Reinventing the Wheel: A Drop-in STL Multiset Alternative Using Treap

It turns out that writing a STL container from scratch is mostly a tedious physical labor.

STL is created to save C++ programmers the time of reinventing wheels. Unfortunately, many STL data structures, most notably self-balancing BSTs (aka. std::(multi)set), are not extendable and are by itself too limited to be used in the context of competitive programming, forcing us to write our own BSTs again and again in competitions.

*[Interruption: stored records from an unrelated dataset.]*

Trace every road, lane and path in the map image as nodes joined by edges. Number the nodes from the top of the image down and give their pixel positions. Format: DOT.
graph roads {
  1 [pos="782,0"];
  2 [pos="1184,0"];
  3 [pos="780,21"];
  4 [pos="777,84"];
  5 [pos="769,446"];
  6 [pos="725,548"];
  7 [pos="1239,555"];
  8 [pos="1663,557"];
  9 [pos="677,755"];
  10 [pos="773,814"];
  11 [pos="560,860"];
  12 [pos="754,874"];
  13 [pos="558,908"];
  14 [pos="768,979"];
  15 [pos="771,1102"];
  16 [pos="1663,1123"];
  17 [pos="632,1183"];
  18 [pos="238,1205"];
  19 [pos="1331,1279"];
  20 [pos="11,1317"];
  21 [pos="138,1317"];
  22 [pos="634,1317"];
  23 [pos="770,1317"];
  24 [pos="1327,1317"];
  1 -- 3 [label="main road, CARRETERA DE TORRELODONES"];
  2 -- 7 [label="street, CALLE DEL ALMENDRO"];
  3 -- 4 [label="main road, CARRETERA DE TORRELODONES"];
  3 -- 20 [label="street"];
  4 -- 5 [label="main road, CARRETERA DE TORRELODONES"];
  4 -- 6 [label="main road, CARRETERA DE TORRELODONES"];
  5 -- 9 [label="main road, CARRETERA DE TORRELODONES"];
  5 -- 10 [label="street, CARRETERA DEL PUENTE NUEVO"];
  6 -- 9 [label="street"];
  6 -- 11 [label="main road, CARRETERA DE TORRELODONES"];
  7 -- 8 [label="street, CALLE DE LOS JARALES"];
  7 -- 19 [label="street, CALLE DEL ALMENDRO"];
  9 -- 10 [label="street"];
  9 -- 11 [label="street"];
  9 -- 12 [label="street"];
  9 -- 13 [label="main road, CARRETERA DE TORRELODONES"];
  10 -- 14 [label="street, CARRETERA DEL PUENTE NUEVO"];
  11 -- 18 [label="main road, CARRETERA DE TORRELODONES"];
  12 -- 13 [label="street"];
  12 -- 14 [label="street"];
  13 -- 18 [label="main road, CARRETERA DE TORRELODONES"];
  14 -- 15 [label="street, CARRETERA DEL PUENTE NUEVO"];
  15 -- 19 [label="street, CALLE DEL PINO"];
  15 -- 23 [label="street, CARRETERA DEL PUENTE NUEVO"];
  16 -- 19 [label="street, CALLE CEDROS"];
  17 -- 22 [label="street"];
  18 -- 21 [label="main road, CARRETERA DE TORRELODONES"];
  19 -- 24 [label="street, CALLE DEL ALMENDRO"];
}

There comes the fact I find really interesting: A quick and dirty self-balancing BST implementation written during a competition is only about 50-60 lines long, while the STL implementation of std::set and std::multiset is usually more than a thousand-lines long in total.

It does make me wonder: what makes this huge difference? And, will the code of our BST bloat as well if we write it the STL way -- with generics, iterators, and all the necessary bits and pieces as specified in the reference?

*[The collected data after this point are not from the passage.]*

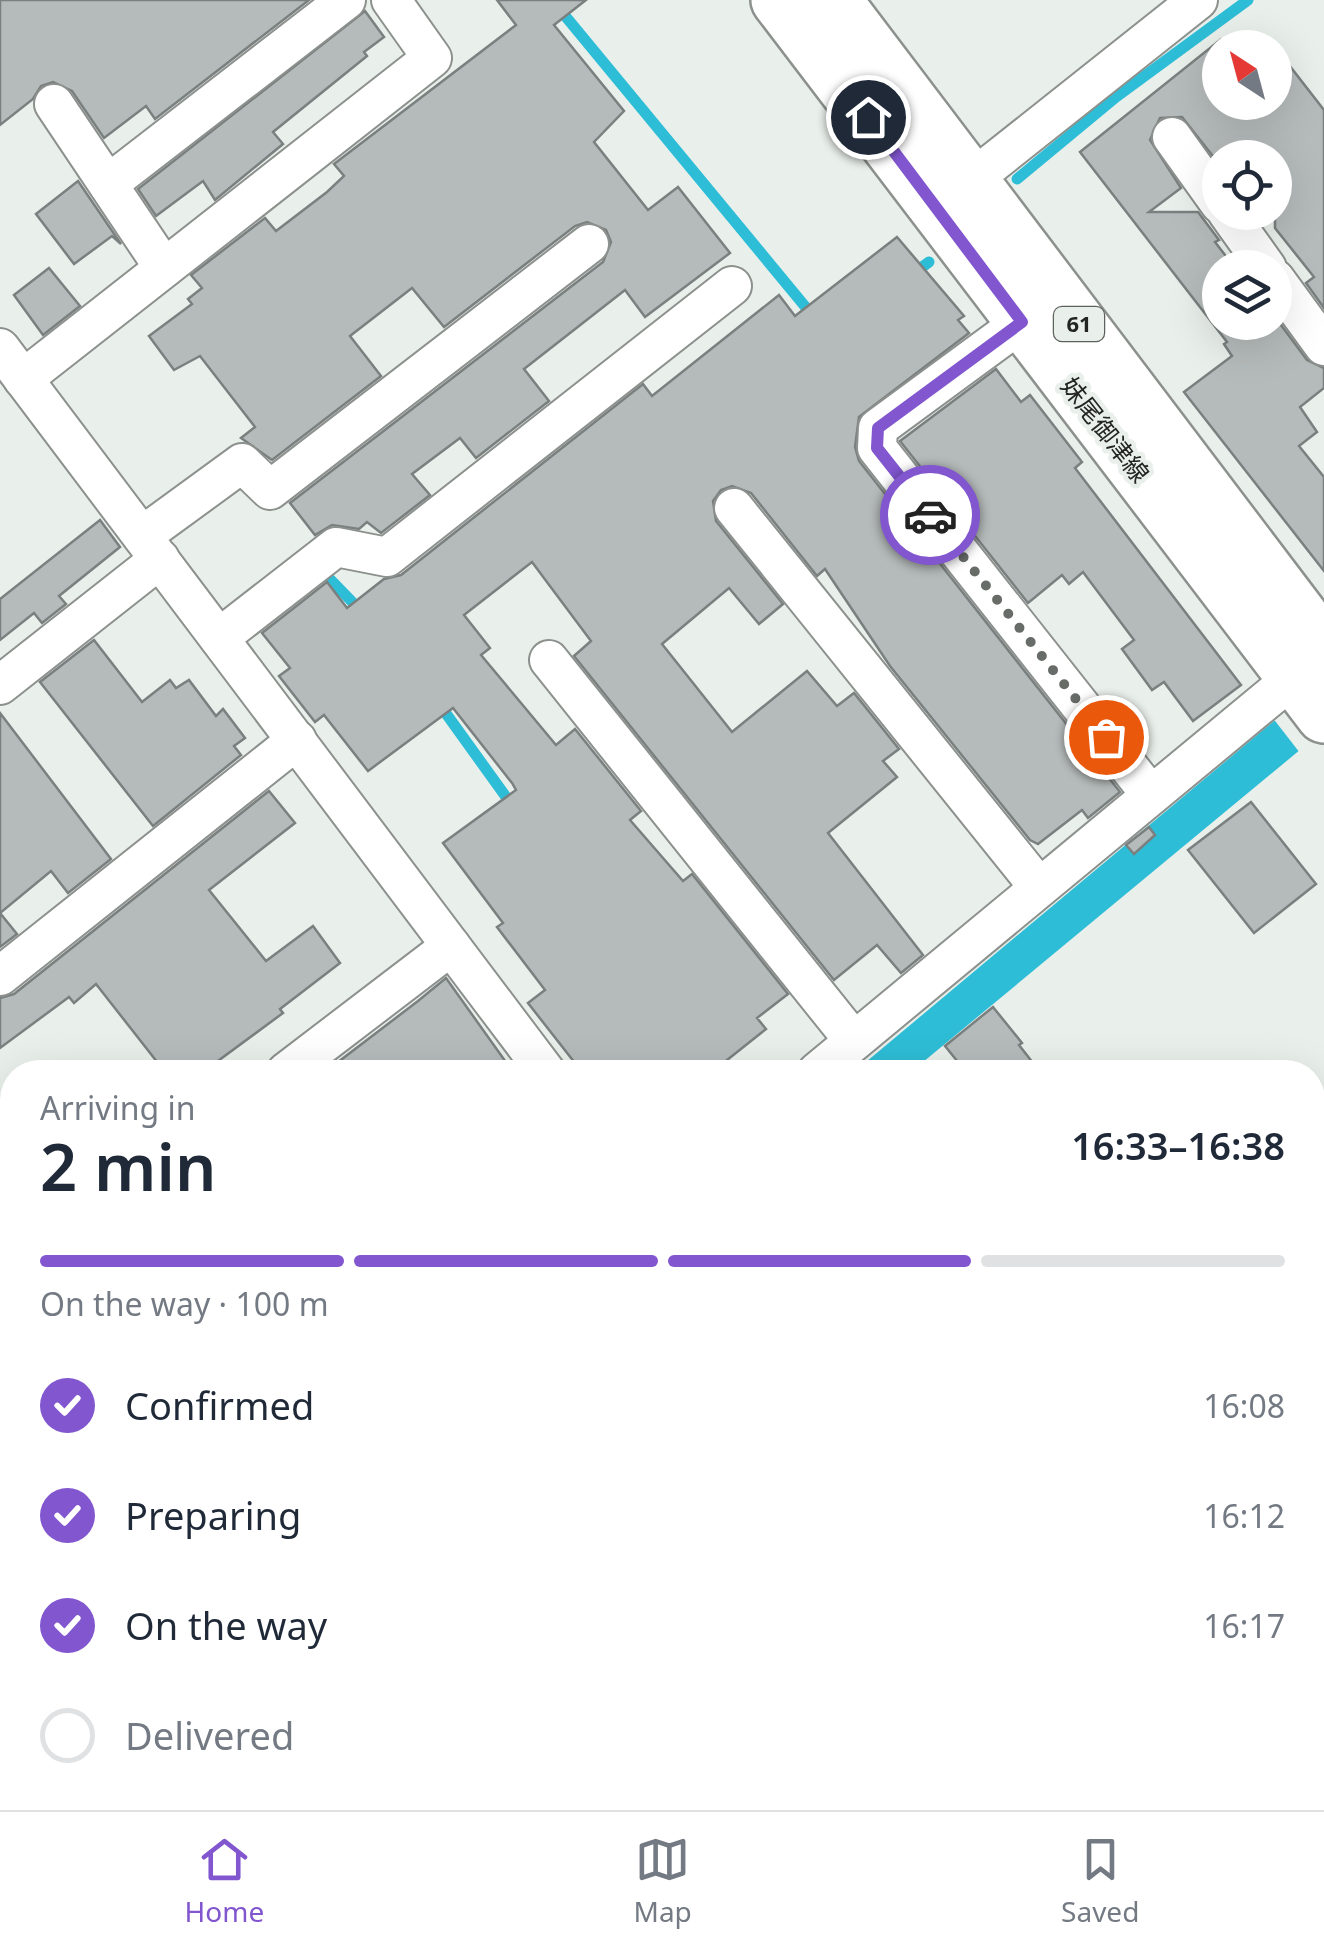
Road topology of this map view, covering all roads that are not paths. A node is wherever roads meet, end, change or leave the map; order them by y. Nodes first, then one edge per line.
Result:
1 (346, 0) edge
2 (392, 0) edge
3 (779, 0) edge
4 (834, 0) edge
5 (1198, 0) edge
6 (54, 104) dead end
7 (1172, 137) dead end
8 (1202, 179) edge
9 (970, 181) junction
10 (108, 184) junction
11 (588, 244) dead end
12 (164, 268) junction
13 (732, 286) dead end
14 (1292, 302) edge
15 (1040, 310) junction
16 (1324, 346) edge
17 (0, 348) edge
18 (23, 379) junction
19 (734, 508) dead end
20 (151, 548) junction
21 (219, 638) junction
22 (549, 660) dead end
23 (1314, 676) edge
24 (0, 685) edge
25 (297, 740) junction
26 (1151, 794) junction
27 (1038, 886) junction
28 (451, 946) junction
29 (0, 976) edge
30 (854, 1041) junction
31 (302, 1060) edge
32 (537, 1060) edge
33 (831, 1060) edge

1 - 10 street
2 - 12 street
3 - 15 main road, 妹尾御津線 / 61
4 - 9 main road, 妹尾御津線 / 61
5 - 9 street
6 - 10 street
7 - 8 street
9 - 15 main road, 妹尾御津線 / 61
10 - 12 street
11 - 20 street
12 - 18 street
13 - 21 street
14 - 16 street
15 - 23 main road, 妹尾御津線 / 61
15 - 26 street
17 - 18 street
18 - 20 street
19 - 27 street
20 - 21 street
20 - 24 street
21 - 25 street
22 - 30 street
23 - 26 street
25 - 28 street
25 - 29 street
26 - 27 street
27 - 30 street
28 - 31 street
28 - 32 street
30 - 33 street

To answer my question, I have here tried creating my implementation of multiset using treap as the underlying data structure. The result, treap_multiset, is almost a drop-in replacement to std::multiset. The few places where it does not conform to the C++ standard are:

  1. It is currently not allocator-aware, so all allocator-related features are not implemented.
  2. emplace and emplace_hint are not implemented.
  3. All operations that have logarithmic time complexity in std::multiset still have logarithmic time complexity here, but only in the average sense (because treap is a randomized data structure), and could have linear worst-case time complexity (though very, very, very unlikely).
  4. void erase(iterator) takes amortized logarithmic time instead of constant time.
  5. A few uncommonly-used member types are missing.

treap_multiset also supports two new operations that are not supported in the original std::multiset:

  1.    size_type rank(iterator it) const;
       size_type rank(const_iterator it) const;

    Both take average logarithmic time and return the rank / position of the iterator.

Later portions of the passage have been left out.